Stored data entries:
= = = = =

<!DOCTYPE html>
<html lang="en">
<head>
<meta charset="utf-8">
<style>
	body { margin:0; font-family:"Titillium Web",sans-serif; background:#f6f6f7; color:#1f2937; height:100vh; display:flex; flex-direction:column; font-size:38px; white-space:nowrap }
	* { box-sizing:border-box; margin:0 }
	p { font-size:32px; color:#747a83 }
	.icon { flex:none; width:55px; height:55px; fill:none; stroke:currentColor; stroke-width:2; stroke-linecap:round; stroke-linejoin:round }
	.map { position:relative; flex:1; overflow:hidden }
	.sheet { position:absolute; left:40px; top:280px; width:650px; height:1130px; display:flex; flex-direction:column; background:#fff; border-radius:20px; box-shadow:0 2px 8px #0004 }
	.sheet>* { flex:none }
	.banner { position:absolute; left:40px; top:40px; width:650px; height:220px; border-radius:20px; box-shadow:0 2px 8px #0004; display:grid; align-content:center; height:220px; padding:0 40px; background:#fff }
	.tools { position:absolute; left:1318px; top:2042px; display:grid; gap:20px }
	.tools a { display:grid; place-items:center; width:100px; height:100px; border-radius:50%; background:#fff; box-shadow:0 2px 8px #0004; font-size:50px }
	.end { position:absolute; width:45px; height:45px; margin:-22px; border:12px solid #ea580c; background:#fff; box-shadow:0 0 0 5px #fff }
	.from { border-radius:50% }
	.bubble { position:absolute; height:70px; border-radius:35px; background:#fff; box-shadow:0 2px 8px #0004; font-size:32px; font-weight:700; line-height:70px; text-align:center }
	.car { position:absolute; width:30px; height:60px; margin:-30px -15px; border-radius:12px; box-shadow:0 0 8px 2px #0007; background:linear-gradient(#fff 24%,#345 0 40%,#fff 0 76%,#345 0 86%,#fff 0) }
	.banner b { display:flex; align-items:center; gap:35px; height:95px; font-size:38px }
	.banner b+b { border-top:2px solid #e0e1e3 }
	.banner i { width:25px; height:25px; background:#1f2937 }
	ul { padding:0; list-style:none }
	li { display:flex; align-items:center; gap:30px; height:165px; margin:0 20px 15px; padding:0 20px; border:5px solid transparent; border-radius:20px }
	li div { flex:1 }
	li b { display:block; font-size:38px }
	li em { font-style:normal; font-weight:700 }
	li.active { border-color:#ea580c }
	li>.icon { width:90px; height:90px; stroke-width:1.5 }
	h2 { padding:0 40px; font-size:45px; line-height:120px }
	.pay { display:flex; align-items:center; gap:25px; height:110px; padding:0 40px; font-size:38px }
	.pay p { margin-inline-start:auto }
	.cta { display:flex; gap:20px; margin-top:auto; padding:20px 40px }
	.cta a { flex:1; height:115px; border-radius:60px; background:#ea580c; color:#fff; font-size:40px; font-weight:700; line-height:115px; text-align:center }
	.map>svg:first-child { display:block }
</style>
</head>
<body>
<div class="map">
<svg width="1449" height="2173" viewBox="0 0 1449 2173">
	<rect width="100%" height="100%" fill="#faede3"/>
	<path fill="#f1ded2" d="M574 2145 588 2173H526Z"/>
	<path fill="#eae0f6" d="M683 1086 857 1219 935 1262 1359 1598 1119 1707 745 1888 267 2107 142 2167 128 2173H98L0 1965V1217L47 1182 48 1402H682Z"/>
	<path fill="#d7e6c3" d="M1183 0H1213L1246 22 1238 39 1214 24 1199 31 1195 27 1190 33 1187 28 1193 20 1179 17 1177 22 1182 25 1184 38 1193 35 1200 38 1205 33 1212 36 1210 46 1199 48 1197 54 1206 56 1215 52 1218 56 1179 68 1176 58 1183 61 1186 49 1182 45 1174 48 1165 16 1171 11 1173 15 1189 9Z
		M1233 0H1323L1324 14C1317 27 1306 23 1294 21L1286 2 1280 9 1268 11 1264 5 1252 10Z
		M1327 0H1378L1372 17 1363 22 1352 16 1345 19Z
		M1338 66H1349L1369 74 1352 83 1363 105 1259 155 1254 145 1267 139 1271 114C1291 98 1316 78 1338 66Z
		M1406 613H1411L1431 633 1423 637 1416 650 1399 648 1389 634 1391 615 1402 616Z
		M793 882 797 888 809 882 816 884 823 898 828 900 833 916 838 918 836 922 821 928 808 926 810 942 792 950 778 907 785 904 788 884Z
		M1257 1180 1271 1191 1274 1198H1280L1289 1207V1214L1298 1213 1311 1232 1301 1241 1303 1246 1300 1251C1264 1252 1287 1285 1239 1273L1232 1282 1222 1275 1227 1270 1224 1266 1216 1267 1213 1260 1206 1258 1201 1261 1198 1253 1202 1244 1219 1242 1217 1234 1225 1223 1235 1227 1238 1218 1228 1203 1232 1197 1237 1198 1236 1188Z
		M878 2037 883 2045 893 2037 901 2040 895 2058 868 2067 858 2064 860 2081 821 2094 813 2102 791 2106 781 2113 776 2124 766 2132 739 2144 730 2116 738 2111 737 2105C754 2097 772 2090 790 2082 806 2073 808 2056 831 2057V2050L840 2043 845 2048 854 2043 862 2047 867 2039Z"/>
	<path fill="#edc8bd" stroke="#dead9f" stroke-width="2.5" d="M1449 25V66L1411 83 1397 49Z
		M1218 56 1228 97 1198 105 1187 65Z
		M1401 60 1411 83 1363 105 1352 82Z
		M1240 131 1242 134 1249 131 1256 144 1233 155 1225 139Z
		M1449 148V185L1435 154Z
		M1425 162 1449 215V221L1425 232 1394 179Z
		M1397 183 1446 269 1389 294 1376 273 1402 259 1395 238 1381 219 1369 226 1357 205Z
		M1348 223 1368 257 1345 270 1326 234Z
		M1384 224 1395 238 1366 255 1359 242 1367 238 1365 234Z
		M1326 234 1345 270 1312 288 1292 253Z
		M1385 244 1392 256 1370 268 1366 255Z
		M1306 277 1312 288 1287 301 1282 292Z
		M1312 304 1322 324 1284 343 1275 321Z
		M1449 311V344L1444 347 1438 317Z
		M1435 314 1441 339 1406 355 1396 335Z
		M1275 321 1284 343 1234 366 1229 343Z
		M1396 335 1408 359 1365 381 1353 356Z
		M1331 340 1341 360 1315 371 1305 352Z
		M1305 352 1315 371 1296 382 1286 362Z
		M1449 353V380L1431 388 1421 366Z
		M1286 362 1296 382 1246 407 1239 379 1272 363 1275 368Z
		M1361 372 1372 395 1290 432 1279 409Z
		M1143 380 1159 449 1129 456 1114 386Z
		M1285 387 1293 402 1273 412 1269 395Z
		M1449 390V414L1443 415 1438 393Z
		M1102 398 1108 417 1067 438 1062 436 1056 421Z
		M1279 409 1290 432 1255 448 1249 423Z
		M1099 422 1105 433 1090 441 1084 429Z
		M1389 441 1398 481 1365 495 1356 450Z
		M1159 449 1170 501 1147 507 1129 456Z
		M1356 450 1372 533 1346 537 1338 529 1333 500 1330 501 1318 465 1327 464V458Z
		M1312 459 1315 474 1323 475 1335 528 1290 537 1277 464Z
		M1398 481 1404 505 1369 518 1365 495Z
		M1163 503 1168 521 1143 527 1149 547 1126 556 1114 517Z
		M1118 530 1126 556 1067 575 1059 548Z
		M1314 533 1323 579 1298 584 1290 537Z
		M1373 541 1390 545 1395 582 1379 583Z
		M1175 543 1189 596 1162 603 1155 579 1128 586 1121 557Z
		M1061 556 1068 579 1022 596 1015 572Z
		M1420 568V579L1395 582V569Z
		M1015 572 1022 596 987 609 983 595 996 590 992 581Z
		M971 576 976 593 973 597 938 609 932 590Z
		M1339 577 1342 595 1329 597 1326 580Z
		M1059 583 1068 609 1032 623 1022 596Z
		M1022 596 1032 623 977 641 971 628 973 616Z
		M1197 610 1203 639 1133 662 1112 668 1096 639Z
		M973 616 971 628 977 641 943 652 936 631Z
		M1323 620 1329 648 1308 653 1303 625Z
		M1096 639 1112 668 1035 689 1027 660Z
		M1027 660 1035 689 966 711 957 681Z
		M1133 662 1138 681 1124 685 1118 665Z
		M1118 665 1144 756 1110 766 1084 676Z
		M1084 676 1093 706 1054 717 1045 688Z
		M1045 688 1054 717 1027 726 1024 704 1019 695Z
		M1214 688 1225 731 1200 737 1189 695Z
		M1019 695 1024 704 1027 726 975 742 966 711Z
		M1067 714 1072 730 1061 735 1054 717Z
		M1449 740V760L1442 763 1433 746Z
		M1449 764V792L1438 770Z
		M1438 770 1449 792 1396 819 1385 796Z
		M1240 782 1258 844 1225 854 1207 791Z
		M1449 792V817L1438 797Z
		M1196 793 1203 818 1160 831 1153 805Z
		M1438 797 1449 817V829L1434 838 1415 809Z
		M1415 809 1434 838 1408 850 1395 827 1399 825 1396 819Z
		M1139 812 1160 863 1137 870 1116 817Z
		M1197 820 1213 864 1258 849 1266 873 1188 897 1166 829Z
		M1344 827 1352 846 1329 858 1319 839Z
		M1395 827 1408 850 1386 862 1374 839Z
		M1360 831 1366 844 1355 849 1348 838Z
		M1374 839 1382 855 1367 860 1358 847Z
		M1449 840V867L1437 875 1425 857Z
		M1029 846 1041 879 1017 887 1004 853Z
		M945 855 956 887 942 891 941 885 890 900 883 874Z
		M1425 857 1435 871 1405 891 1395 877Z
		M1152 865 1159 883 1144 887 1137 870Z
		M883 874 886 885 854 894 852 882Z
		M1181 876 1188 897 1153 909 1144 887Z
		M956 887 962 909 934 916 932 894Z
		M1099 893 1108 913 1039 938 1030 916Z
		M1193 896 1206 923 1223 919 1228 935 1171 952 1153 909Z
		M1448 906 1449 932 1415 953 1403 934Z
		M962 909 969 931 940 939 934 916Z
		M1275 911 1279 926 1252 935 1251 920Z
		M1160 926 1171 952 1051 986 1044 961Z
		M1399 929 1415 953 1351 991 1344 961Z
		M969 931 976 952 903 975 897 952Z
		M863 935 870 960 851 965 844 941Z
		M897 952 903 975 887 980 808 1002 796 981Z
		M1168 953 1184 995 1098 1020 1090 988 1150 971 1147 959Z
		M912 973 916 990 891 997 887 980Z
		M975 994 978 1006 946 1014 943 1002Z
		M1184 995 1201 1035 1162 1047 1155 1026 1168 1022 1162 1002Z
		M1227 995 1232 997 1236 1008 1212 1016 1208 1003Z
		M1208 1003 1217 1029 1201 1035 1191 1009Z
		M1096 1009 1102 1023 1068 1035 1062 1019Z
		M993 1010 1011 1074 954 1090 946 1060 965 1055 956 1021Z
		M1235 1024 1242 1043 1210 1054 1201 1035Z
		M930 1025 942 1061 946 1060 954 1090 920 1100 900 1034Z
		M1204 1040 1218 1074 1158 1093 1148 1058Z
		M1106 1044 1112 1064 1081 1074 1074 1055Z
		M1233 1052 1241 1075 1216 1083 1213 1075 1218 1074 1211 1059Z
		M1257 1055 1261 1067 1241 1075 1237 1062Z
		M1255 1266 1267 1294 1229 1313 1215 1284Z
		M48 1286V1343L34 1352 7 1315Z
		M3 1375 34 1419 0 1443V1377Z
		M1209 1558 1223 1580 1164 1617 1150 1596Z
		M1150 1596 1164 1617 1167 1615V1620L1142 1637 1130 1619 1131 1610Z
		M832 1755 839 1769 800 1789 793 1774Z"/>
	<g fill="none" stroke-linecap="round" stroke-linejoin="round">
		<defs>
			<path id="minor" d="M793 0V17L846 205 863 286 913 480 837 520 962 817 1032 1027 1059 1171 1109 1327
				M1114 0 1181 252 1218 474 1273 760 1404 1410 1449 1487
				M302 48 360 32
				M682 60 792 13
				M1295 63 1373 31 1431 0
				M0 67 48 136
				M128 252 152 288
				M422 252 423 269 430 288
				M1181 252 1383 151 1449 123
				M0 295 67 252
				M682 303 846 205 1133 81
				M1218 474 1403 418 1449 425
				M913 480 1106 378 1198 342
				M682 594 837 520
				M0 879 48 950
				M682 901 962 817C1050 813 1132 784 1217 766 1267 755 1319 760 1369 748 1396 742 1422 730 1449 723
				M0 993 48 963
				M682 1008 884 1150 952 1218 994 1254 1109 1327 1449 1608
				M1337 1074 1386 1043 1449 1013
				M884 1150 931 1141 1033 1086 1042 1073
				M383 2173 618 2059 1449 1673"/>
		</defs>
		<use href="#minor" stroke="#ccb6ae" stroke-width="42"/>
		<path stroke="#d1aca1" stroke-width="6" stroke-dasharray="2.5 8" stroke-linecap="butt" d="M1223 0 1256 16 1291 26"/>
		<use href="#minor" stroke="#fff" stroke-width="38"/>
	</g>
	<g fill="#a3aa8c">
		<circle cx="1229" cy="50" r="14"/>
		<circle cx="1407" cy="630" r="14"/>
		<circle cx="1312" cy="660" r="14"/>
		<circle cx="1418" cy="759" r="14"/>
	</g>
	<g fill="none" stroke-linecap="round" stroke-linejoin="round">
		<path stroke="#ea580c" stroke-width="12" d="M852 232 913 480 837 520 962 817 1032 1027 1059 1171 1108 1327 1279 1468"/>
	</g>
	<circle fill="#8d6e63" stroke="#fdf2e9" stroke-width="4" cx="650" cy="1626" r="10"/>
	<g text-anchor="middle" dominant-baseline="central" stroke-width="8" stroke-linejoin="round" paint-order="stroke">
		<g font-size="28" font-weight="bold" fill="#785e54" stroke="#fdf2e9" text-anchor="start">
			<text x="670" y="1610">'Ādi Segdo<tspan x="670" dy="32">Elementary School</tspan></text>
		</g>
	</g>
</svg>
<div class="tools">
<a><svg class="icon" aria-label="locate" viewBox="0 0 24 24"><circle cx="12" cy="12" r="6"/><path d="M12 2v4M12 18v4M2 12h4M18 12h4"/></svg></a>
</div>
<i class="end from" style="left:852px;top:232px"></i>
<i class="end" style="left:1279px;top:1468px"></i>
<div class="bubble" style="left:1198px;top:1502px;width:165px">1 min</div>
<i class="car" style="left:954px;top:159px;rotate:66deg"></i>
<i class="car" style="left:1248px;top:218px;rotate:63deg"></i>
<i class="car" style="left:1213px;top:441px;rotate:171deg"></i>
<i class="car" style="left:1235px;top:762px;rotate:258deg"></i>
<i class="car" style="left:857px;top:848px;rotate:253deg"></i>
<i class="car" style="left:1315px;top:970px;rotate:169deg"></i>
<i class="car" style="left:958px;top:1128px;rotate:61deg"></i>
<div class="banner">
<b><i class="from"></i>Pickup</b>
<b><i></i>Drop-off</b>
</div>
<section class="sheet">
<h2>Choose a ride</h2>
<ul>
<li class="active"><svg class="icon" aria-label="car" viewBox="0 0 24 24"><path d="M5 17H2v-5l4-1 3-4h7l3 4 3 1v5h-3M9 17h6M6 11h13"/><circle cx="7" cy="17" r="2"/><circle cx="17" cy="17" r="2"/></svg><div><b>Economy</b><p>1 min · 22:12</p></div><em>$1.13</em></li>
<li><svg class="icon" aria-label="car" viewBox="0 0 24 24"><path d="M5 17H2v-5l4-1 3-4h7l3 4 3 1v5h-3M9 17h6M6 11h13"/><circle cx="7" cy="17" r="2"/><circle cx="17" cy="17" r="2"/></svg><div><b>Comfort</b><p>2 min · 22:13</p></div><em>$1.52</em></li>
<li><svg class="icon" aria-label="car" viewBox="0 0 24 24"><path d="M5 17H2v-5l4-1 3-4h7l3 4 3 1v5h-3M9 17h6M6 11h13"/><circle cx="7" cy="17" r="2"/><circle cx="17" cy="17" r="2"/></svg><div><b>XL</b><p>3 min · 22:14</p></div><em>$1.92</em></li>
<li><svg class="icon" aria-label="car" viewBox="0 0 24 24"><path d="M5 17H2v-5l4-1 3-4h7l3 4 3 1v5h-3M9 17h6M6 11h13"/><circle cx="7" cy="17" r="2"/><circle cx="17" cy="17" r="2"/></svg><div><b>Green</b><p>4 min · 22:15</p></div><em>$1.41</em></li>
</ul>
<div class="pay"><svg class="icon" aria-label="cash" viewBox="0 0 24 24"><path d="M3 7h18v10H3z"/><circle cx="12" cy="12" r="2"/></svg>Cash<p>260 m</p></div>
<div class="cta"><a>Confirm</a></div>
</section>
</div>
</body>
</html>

= = = = =

[Exercise details]:
Copy each line in the entries above where the word "tools" shows up.

[Answer to the exercise]:
	.tools { position:absolute; left:1318px; top:2042px; display:grid; gap:20px }
	.tools a { display:grid; place-items:center; width:100px; height:100px; border-radius:50%; background:#fff; box-shadow:0 2px 8px #0004; font-size:50px }
<div class="tools">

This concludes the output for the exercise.